Since JAR started tattooing three years ago, their business has grown exponentially because of the amount of intention they put into their work, from intentionally pricing tattoos for communities who desire them to also infusing healing and spirituality into their work. “I started the flash sales because of an experience I had in a homeless shelter in Canada that really changed me. When I got back home I started thinking about ways that I could give back to my community through my work (because I’m a workaholic). Then I noticed my community really wanted tattoos and wanted to heal and work through their traumas.”
Upon looking closer at the items in the studio you’ll notice what seems like an altar; crystals, art, and a little pedestal sit atop one of the shelves along the wall. “I feel like the act and process of getting a tattoo should be a healing process. I have people who tell me getting the tattoo felt like therapy, have cried on the table, or feel like the tattoo they are getting is marking an important moment in their life.”
JAR’s flash sales often coincide with the phases of the moon, changes in the astrological seasons, and include positive affirmations. As a spiritual person, many of the business and artistic practices and processes have a spiritual element to them. The majority of their clients are people of color and increasingly they are seeing more and more trans and gender non-conforming clients of color.
In addition to flash sales of beautiful original art at affordable prices, they are intentional in other ways. “I ask everyone for their pronouns when they come in, I’m Queer so simple things like asking for pronouns can help people feel more comfortable. I also ask them if there are certain parts of their body that might trigger [a traumatic memory] if I touch them there. I’m going to be touching people, I want to make sure that I’m not causing harm while I’m tattooing.” Simple things like this are fundamental to ensuring that people feel welcomed, safe, and relaxed when they are entering a new space, especially one where they are having someone put a permanent piece of art on their body.
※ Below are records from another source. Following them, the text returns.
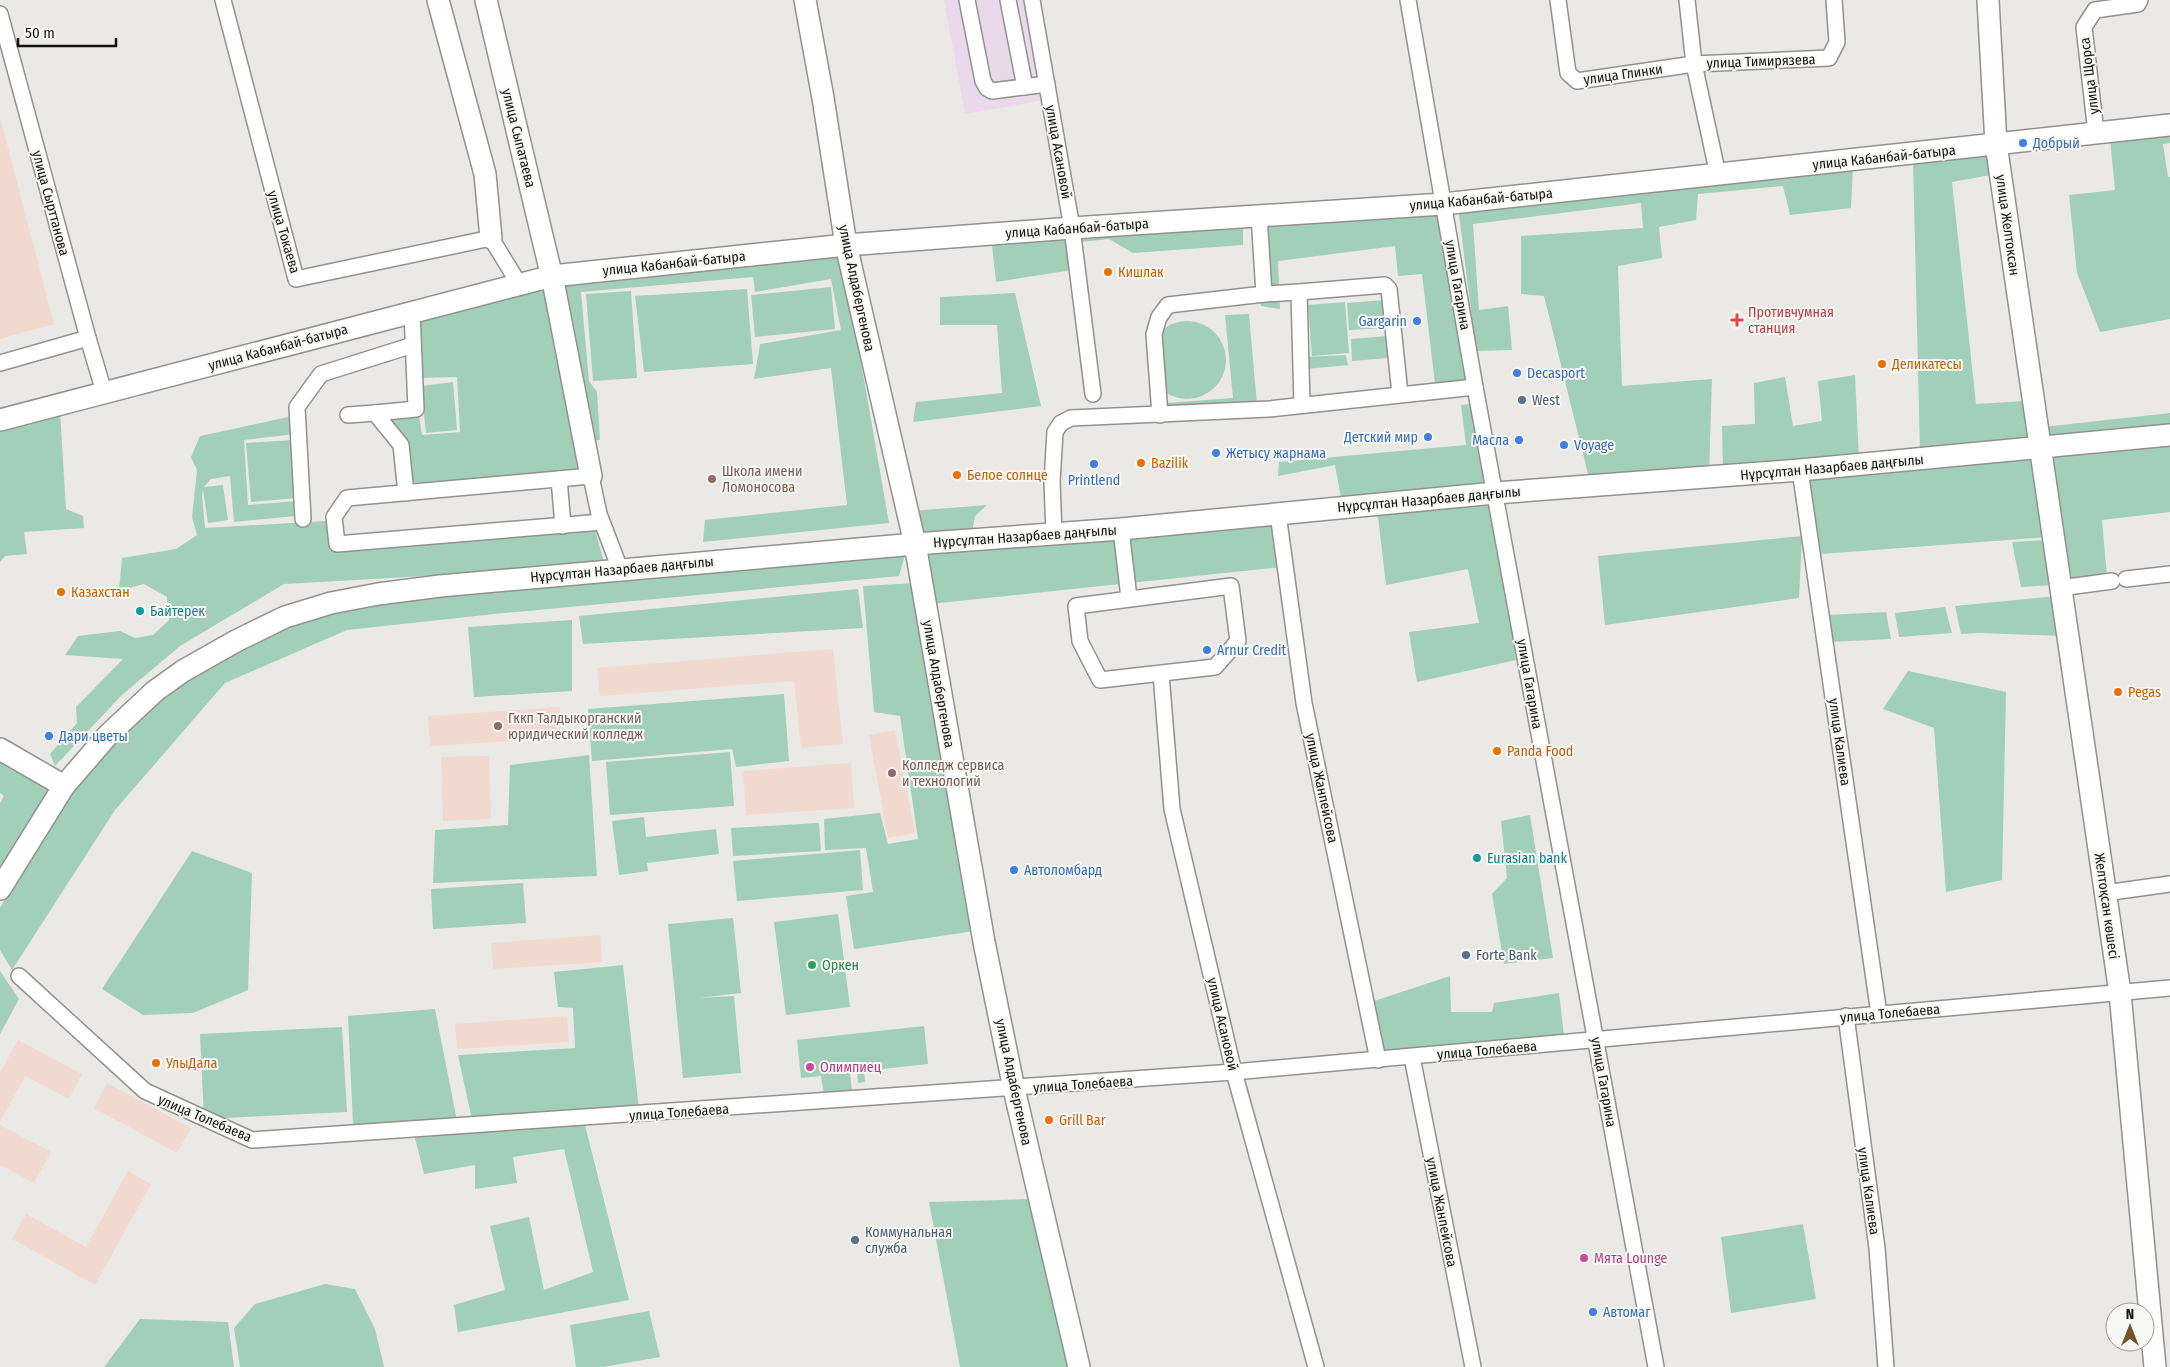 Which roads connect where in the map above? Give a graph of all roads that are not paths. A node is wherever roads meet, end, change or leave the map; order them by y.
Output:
1 (223, 0) edge
2 (438, 0) edge
3 (486, 0) edge
4 (805, 0) edge
5 (967, 0) edge
6 (1008, 0) edge
7 (1032, 0) edge
8 (1408, 0) edge
9 (1558, 0) edge
10 (1687, 0) edge
11 (1834, 0) edge
12 (1988, 0) edge
13 (2140, 0) edge
14 (0, 14) edge
15 (1694, 64) junction
16 (1047, 84) junction
17 (1025, 86) junction
18 (2170, 125) edge
19 (2096, 133) junction
20 (1996, 144) junction
21 (1718, 176) junction
22 (1443, 204) junction
23 (1259, 215) junction
24 (1072, 228) junction
25 (491, 238) junction
26 (846, 245) junction
27 (552, 276) junction
28 (519, 284) junction
29 (1299, 292) junction
30 (1264, 294) junction
31 (412, 312) junction
32 (88, 338) junction
33 (413, 345) junction
34 (0, 363) edge
35 (1475, 387) junction
36 (104, 392) junction
37 (1093, 394) dead end
38 (1400, 394) junction
39 (1302, 405) junction
40 (375, 413) junction
41 (348, 415) dead end
42 (1160, 415) junction
43 (0, 420) edge
44 (2170, 434) edge
45 (2040, 448) junction
46 (1800, 470) junction
47 (591, 476) junction
48 (559, 479) junction
49 (406, 493) junction
50 (1495, 493) junction
51 (1278, 514) junction
52 (303, 519) dead end
53 (602, 522) junction
54 (563, 526) junction
55 (1121, 529) junction
56 (1054, 534) junction
57 (915, 544) junction
58 (620, 570) junction
59 (2170, 574) edge
60 (2060, 588) junction
61 (1129, 598) junction
62 (1160, 674) junction
63 (0, 748) edge
64 (64, 786) junction
65 (2170, 884) edge
66 (0, 889) edge
67 (2105, 893) junction
68 (19, 976) dead end
69 (2170, 988) edge
70 (2120, 992) junction
71 (1879, 1014) junction
72 (1846, 1016) junction
73 (1596, 1040) junction
74 (1412, 1057) junction
75 (1378, 1060) junction
76 (1234, 1072) junction
77 (1014, 1089) junction
78 (1080, 1367) edge
79 (1316, 1367) edge
80 (1472, 1367) edge
81 (1656, 1367) edge
82 (1886, 1367) edge
83 (2155, 1367) edge

1 - 25 street, улица Токаева
2 - 25 main road
3 - 27 main road, улица Сыпатаева
4 - 26 main road, улица Алдабергенова
5 - 17 street
6 - 17 street
7 - 16 street, улица Асановой
8 - 22 street, улица Гагарина
9 - 15 street, улица Глинки
10 - 15 street
11 - 15 street, улица Тимирязева
12 - 20 main road, улица Желтоксан
13 - 19 street, улица Щорса
14 - 32 street, улица Сырттанова
15 - 21 street
16 - 17 street
16 - 24 street, улица Асановой
18 - 19 main road, улица Кабанбай-батыра
19 - 20 main road, улица Кабанбай-батыра
20 - 21 main road, улица Кабанбай-батыра
20 - 45 main road, улица Желтоксан
21 - 22 main road, улица Кабанбай-батыра
22 - 23 main road, улица Кабанбай-батыра
22 - 35 street, улица Гагарина
23 - 24 main road, улица Кабанбай-батыра
23 - 30 street
24 - 26 main road, улица Кабанбай-батыра
24 - 37 street, улица Асановой
25 - 28 street
26 - 27 main road, улица Кабанбай-батыра
26 - 57 main road, улица Алдабергенова
27 - 28 main road, улица Кабанбай-батыра
27 - 47 main road, улица Сыпатаева
28 - 31 main road, улица Кабанбай-батыра
29 - 30 street
29 - 38 street
29 - 39 street
30 - 42 street
31 - 33 street
31 - 36 main road, улица Кабанбай-батыра
32 - 34 street
32 - 36 street, улица Сырттанова
33 - 40 street
33 - 52 street
35 - 38 street
35 - 50 street, улица Гагарина
36 - 43 main road, улица Кабанбай-батыра
38 - 39 street
39 - 42 street
40 - 41 street
40 - 49 street
42 - 56 street
44 - 45 main road, Нұрсұлтан Назарбаев даңғылы
45 - 46 main road, Нұрсұлтан Назарбаев даңғылы
45 - 60 main road, Желтоқсан көшесі
46 - 50 main road, Нұрсұлтан Назарбаев даңғылы
46 - 71 street, улица Калиева
47 - 48 street
47 - 53 street
48 - 49 street
48 - 54 street
49 - 54 street
50 - 51 main road, Нұрсұлтан Назарбаев даңғылы
50 - 73 street, улица Гагарина
51 - 55 main road, Нұрсұлтан Назарбаев даңғылы
51 - 75 street, улица Жанпейсова
53 - 54 street
53 - 58 street
55 - 56 main road, Нұрсұлтан Назарбаев даңғылы
55 - 61 street
56 - 57 main road, Нұрсұлтан Назарбаев даңғылы
57 - 58 main road, Нұрсұлтан Назарбаев даңғылы
57 - 77 main road, улица Алдабергенова
58 - 64 main road, Нұрсұлтан Назарбаев даңғылы
59 - 60 street
60 - 67 main road, Желтоқсан көшесі
61 - 62 street
61 - 62 street
62 - 76 street, улица Асановой
63 - 64 main road
64 - 66 main road, Нұрсұлтан Назарбаев даңғылы
65 - 67 street
67 - 70 main road, Желтоқсан көшесі
68 - 77 street, улица Толебаева
69 - 70 street, улица Толебаева
70 - 71 street, улица Толебаева
70 - 83 main road, Желтоқсан көшесі
71 - 72 street, улица Толебаева
72 - 73 street, улица Толебаева
72 - 82 street, улица Калиева
73 - 74 street, улица Толебаева
73 - 81 street, улица Гагарина
74 - 75 street, улица Толебаева
74 - 80 street, улица Жанпейсова
75 - 76 street, улица Толебаева
76 - 77 street, улица Толебаева
76 - 79 street, улица Асановой
77 - 78 main road, улица Алдабергенова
Being Latinx and a tattoo artist and having their family understand their process and journey has been a process and a journey of its own.
Their mother supported their desire to get into the arts so much so that she told JAR they had to go to the performing arts school that they got into, rather than into engineering programs. But when JAR began pursuing tattooing full time it was a more complicated story. “I lived with my mom at the time and she stopped talking to me for months after my first tattoo, but now she has come to accept this is just who I am. The more I got into tattooing, shaving my head, and getting piercings the more I felt like myself and liked who was looking back at me in the mirror.” Because of their appearance they are often judged by people walking down the street. “They see me and they think I’m stealing or a ‘certain’ type of person but the reality is I’m a business person and can probably pay their rent three times over. I don’t care though, I’m happy, I’m living how I want.”
Their next client walks in and the exchange shows that JAR is practicing their number one goal with their work, “I’m healing my community one tattoo at a time.” And they are.